Both IPC and IPoC harness the innate cardioprotective mechanisms. The exact mechanism behind the protective effect of IPC and IPoC still remains largely speculative. Emerging studies suggest that a common cardioprotective pathway presents at the time of myocardial reperfusion. They both seem to engage similar molecular mechanisms such as G-protein-coupled receptors and protein kinase cascades that converge on the mitochondrial permeability transition pore (mPTP), although with subtle differences before and after the ischaemia (Hausenloy and Yellon, 2004; Hausenloy et al., 2005; Hausenloy and Yellon, 2006; Vinten-Johansen, 2007; Hausenloy and Yellon, 2008).

During myocardial IPC, many genes such as HSP40, HSP70, Ferritin subunit H, and Adprt are up-regulated, HSP40 and HSP70 help damaged proteins to repair and prevent denatured protein aggregation; Ferritin prepares the heart against future high levels of 'free' iron, thus reducing the degree of myocardial damage after prolonged ischemia; Adprt serves as a molecular switch between the transcription and repair of DNA to avoid expression of damaged genes. All of these up-regulated genes participate in the endogenous cardioprotection against myocardial I/R injury (Joazeiro and Hunter, 2000; Latchman, 2001; Berenshtein et al., 2002).

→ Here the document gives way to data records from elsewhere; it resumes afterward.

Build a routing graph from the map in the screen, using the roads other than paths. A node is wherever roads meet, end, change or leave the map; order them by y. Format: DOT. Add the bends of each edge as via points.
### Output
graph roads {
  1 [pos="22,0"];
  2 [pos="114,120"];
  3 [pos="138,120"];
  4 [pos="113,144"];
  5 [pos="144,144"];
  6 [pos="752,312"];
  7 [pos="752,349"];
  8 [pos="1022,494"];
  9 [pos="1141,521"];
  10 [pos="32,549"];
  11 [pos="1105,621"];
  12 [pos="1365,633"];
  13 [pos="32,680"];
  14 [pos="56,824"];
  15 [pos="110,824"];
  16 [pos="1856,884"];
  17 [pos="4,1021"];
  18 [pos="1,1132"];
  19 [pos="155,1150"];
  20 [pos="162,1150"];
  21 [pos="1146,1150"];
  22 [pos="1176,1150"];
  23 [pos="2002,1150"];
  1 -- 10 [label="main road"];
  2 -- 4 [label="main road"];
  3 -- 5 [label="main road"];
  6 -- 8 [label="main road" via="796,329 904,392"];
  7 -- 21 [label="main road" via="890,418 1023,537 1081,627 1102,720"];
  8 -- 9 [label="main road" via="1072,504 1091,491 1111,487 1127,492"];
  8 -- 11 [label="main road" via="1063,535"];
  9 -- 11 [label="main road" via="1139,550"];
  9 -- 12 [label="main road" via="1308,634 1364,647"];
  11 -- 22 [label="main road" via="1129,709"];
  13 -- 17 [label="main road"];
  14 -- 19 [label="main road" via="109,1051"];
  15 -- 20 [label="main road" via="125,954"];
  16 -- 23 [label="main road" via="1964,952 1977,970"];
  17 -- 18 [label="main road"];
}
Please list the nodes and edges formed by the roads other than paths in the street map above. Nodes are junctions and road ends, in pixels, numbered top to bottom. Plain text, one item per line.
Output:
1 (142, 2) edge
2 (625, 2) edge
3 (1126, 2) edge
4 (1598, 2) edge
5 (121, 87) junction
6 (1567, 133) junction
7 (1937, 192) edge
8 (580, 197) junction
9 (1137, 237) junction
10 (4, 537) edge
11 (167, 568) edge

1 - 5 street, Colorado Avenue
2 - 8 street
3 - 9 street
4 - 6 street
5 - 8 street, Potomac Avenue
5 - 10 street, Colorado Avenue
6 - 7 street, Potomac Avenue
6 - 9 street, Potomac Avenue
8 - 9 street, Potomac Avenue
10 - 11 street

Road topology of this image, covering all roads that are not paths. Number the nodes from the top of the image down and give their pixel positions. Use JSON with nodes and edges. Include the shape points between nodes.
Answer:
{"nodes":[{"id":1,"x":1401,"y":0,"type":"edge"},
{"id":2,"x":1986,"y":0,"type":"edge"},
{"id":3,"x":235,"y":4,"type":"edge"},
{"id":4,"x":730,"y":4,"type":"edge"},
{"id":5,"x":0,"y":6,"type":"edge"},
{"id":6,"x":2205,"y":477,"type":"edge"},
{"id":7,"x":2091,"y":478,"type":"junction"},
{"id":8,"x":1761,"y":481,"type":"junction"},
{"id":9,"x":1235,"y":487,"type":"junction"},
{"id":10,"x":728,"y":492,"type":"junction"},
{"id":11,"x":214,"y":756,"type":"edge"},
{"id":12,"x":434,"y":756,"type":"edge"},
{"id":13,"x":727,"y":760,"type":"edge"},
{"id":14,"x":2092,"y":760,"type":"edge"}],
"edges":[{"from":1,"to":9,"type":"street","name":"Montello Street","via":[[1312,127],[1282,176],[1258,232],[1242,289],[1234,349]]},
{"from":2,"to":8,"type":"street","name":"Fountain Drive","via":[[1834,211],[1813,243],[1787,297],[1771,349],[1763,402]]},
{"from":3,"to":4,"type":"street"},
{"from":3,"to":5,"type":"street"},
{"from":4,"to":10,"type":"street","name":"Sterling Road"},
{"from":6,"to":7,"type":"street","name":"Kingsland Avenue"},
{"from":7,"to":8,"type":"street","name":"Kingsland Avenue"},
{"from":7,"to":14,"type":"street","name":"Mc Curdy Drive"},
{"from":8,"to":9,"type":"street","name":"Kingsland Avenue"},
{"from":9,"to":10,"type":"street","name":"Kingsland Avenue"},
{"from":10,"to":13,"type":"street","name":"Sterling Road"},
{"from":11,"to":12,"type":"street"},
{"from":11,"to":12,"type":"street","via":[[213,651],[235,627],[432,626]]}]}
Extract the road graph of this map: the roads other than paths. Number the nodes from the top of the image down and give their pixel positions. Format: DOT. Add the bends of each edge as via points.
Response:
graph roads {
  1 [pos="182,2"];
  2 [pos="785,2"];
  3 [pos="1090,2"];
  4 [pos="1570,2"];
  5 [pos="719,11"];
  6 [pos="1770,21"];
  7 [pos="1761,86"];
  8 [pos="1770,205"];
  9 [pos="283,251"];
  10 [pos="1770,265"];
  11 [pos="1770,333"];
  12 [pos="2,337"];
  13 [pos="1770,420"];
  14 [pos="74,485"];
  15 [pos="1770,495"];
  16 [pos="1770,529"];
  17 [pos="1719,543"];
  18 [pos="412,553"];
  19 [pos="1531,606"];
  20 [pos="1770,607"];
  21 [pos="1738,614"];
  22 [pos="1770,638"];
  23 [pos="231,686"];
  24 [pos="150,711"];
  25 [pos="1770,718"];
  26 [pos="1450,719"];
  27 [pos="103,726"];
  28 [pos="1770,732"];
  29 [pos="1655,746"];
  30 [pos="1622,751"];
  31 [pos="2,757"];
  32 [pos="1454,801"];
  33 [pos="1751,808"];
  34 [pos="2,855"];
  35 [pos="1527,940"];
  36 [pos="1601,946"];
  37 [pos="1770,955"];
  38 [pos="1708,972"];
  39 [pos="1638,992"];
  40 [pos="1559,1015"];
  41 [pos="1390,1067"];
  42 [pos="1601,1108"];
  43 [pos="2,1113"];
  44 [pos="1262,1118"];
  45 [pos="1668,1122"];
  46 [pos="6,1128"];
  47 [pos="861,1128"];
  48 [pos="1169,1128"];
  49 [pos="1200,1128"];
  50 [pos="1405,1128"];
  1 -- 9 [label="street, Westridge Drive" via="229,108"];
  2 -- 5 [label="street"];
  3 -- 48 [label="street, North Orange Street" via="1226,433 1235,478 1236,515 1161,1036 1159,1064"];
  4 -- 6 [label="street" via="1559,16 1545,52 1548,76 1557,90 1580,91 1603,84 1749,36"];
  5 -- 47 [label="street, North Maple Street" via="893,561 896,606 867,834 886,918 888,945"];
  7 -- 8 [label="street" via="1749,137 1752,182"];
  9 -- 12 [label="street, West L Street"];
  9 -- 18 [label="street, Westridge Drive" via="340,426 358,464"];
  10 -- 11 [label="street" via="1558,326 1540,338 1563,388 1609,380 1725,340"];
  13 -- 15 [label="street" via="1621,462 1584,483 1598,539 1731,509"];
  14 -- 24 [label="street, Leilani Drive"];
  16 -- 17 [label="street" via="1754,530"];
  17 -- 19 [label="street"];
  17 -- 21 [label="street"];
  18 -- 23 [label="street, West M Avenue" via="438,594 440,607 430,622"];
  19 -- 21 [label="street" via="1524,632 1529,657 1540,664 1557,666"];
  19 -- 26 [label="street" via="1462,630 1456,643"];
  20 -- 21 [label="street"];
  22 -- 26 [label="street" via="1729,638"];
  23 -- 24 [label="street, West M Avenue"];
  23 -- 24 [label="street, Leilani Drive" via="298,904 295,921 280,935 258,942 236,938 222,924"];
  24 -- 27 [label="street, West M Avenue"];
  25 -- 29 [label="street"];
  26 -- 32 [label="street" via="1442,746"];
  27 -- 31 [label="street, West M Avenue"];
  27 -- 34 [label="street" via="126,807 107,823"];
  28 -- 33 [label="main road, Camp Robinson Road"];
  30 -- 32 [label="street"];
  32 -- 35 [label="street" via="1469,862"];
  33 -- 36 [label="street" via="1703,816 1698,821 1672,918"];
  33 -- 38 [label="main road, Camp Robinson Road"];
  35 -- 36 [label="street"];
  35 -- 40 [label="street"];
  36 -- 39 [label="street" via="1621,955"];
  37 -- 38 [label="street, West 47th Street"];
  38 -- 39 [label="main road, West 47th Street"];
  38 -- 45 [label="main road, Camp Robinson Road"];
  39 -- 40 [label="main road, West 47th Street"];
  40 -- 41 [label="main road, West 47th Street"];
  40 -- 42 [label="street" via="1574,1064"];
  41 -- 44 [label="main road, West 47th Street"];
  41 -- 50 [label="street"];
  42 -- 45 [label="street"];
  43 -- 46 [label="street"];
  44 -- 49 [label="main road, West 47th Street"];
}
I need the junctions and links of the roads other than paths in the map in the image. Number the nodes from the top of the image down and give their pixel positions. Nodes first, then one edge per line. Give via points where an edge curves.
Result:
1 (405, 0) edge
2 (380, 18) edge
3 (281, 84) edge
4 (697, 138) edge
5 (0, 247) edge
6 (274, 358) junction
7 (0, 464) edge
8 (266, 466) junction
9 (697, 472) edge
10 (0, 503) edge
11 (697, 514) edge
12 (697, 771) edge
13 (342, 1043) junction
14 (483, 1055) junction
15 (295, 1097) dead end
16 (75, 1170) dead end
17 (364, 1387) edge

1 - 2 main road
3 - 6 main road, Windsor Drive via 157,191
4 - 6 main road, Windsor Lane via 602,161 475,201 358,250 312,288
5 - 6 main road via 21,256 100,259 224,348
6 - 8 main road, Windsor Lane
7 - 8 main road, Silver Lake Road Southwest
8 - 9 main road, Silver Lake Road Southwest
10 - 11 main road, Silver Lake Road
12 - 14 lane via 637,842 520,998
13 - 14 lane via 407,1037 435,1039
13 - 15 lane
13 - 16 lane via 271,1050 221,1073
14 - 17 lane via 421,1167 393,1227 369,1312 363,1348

Recently, we found a novel gene myocardial ischemic preconditioning up-regulated protein 2 (MIP2) which was up-regulated during IPC in rat heart. Subsequently, we found MIP2 was a member of WD-40 family proteins (Yuan et al., 2003; Jiang et al., 2008). WD-40 family proteins are a group of eukaryotic proteins that have been highly conserved in evolution across different species from yeast, fly, mouse, rat to human. WD-40 family member contains 4 to 8 repeating sequences that are separated by approximately 40 amino acids. A WD-40 repeat consists of 2 signature sites: a poorly conserved site A containing glycine and histidine (GH) pairs, and a well-conserved site B containing tryptophan and aspartate (WD) pairs (van der Voorn and Ploegh, 1992; Neer et al., 1994). Members of WD-40 family proteins play a variety of roles in intracellular signaling, RNA processing and degradation, gene expression, vesicular traffic and fusion, cytoskeletal assembly, and the cell cycle (Smith et al., 1999; Yu et al., 2000; Cabrera-Vera et al., 2003). Our previous study indicated that MIP2 was expressed abundantly in the heart and skeleton muscles, and increased myocardial MIP2 expression was associated with IPC. MIP2 was up-regulated by oxidative stress, MIP2 overexpression down-regulated the transcriptional activity of AP-1 and suppresses H2O2-induced cell death in neural cells (Yuan et al., 2003; Zhao et al., 2009; Wei et al., 2010).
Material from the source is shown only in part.